Toxic fumes from the garbage fire burning on the hillside at West End are poor rewards to the First District’s electorate for its past loyalty to the disgraced former premier. They share the impact with non-belongers, our American neighbours, and the tourist industry that supports our economy.
Open burning caused by the poorly functioning incinerator epitomises much that is wrong with the governance of the whole territory, from the impoverishment of basic services and disregard for the welfare of the community, to cost overruns on the purchase of poorly sourced and improperly funded equipment.
The previous Virgin Islands Party-led government’s record on the implementation of its campaign promises, including various governance and transparency reforms, was very disappointing. Members scarcely addressed the need to tackle poorly functioning public services, raising questions about the use of funds which should have been budgeted for services like the public library and post office district networks.
Both these services have been largely out of action since Hurricane Irma, reflecting badly on both the past VIP administration and its National Democratic Party predecessor alike. Who profits from the need to hire couriers to carry goods and even correspondence in a timely fashion?
Correcting such faults within two years would present insuperable challenges to the new National Unity Government, which represents under a third of residents and is made up of politicians who oversaw past mistakes and first-term legislators tutored by the disgraced ex-premier.
A new commission on constitutional reform should be appointed as soon as possible, tasked to report within a given number of months. Wide-ranging discussions throughout our community on its findings should not be inhibited by a constitutional need to hold a general election within a year. Meanwhile, we should immediately enshrine in law provisions already present in the 2007 Constitution, including a Human Rights Commission.
The new Constitution must balance belongers’ fears of being overrun by outsiders against the need for a more transparent, fairer route to VI citizenship for long-term residents. Currently, up to two-thirds of the VI’s population is subject to an inefficient and much-abused work permit system.
Some work-permit holders cannot afford the fees they would be charged to return to their homes in the VI, yet the government has pussyfooted around employers who have illegally withheld the deductions their workers have paid for social security and health insurance.
The Royal Virgin Islands Police Force is investigating various allegations of criminality and corruption that emerged during the COI, but numerous others have swirled around our small community for decades, such as rumours that an underhand attempt to gain control of a rival media outlet was presented to members of a startup unincorporated club as a genuine investment opportunity.

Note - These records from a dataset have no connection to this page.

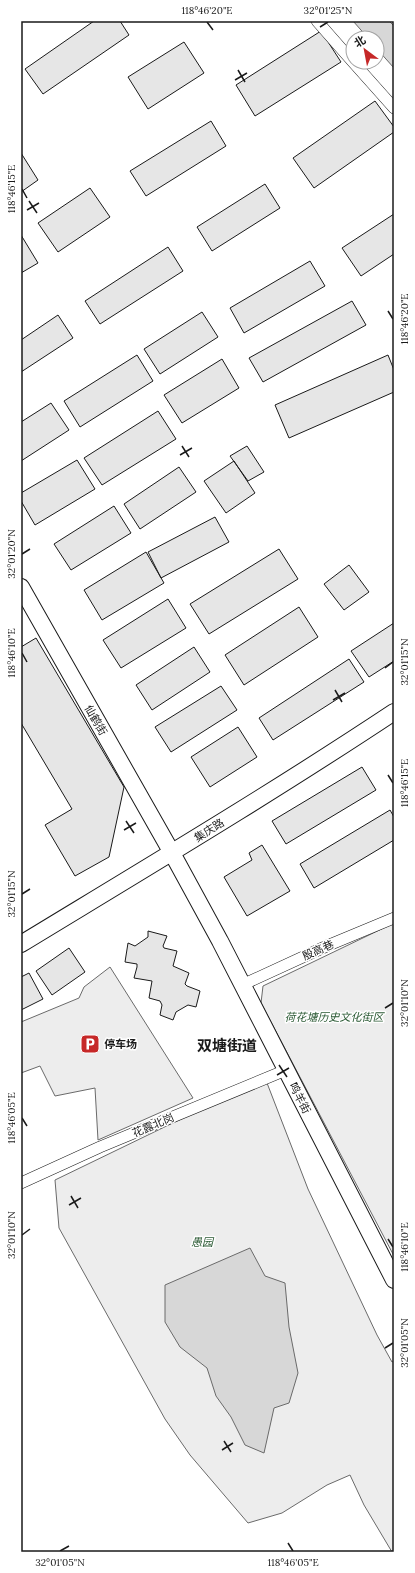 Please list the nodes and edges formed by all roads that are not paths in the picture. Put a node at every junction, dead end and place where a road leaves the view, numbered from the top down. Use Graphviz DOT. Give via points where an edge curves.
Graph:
graph roads {
  1 [pos="317,21"];
  2 [pos="345,53"];
  3 [pos="360,70"];
  4 [pos="394,108"];
  5 [pos="21,587"];
  6 [pos="394,712"];
  7 [pos="172,852"];
  8 [pos="394,918"];
  9 [pos="21,944"];
  10 [pos="242,984"];
  11 [pos="286,1070"];
  12 [pos="21,1183"];
  13 [pos="394,1280"];
  1 -- 2 [label="street"];
  3 -- 4 [label="street"];
  5 -- 7 [label="street, 仙鹤街"];
  6 -- 7 [label="street, 集庆路"];
  7 -- 9 [label="street, 集庆路"];
  7 -- 10 [label="street, 鸣羊街"];
  8 -- 10 [label="street, 殷高巷"];
  10 -- 11 [label="street, 鸣羊街"];
  11 -- 12 [label="street, 花露北岗" via="100,1147"];
  11 -- 13 [label="street, 鸣羊街"];
} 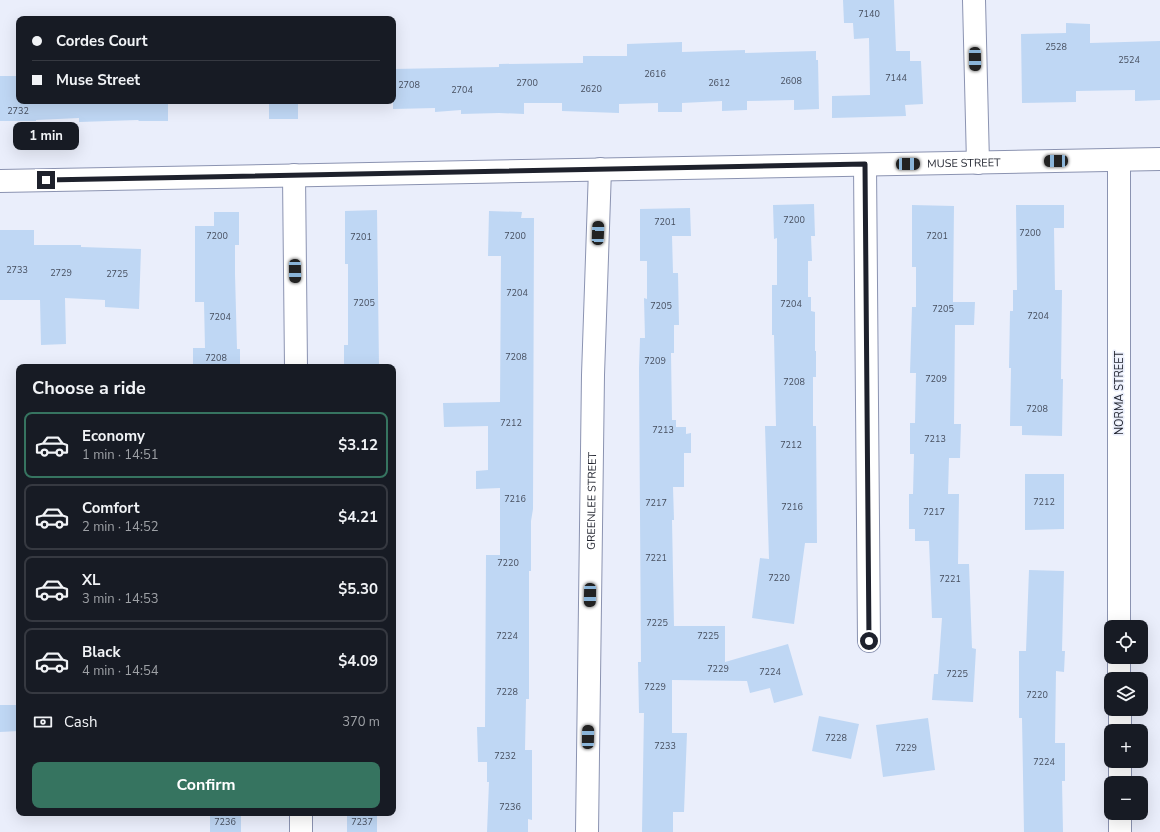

After the scheme failed, its proposer allegedly then asked the club for a short-term loan at a mouth-watering interest rate, but later came to an arrangement with the club’s other officers to settle for less than he owed, without the internal auditor’s awareness, in return signing a non-disclosure agreement.
Letter to the editor
On Oct. 29, 2020, the Beacon published my support of an editorial published two weeks earlier titled “Premier should stop bickering with the UK.” This was over two months before the Commission of Inquiry was appointed. However, I expressed some reservations about the editorial’s accusation that the UK bullied the VI government into its commitment to open registers, while the premier may have been chafing under UK accountability measures.
Two-thirds of people who took an unscientific online poll posted by the Beacon had opined that the VI should never go independent, apparently being unconvinced that it would be either desirable or achievable, particularly in view of the questions raised in a Beacon article on the lack of transparency regarding the use being made of the government’s economic stimulus package.
However, the editorial had initially assumed that constitutional reforms would eventually lead to independence, then later moderated this stance by referring to the VI’s quest for greater autonomy. I suggested possible alternatives, like an association with the UK, representation in the UK Parliament, or union with neighbouring overseas territories or independent countries in the Organisation of Eastern Caribbean States.
At the time, then-Premier Andrew Fahie had spread distrust of Governor Gus Jaspert’s motives at home and abroad. Regional bodies like Caricom and the OECS, which decry proposals to suspend the VI’s Constitution, do a disservice to the human rights of their compatriots who have made their homes in the VI.
Some comments posted on social media in October 2020 already invited the UK’s intervention to rescue the territory from what might, at the very least, be described as financial incompetence.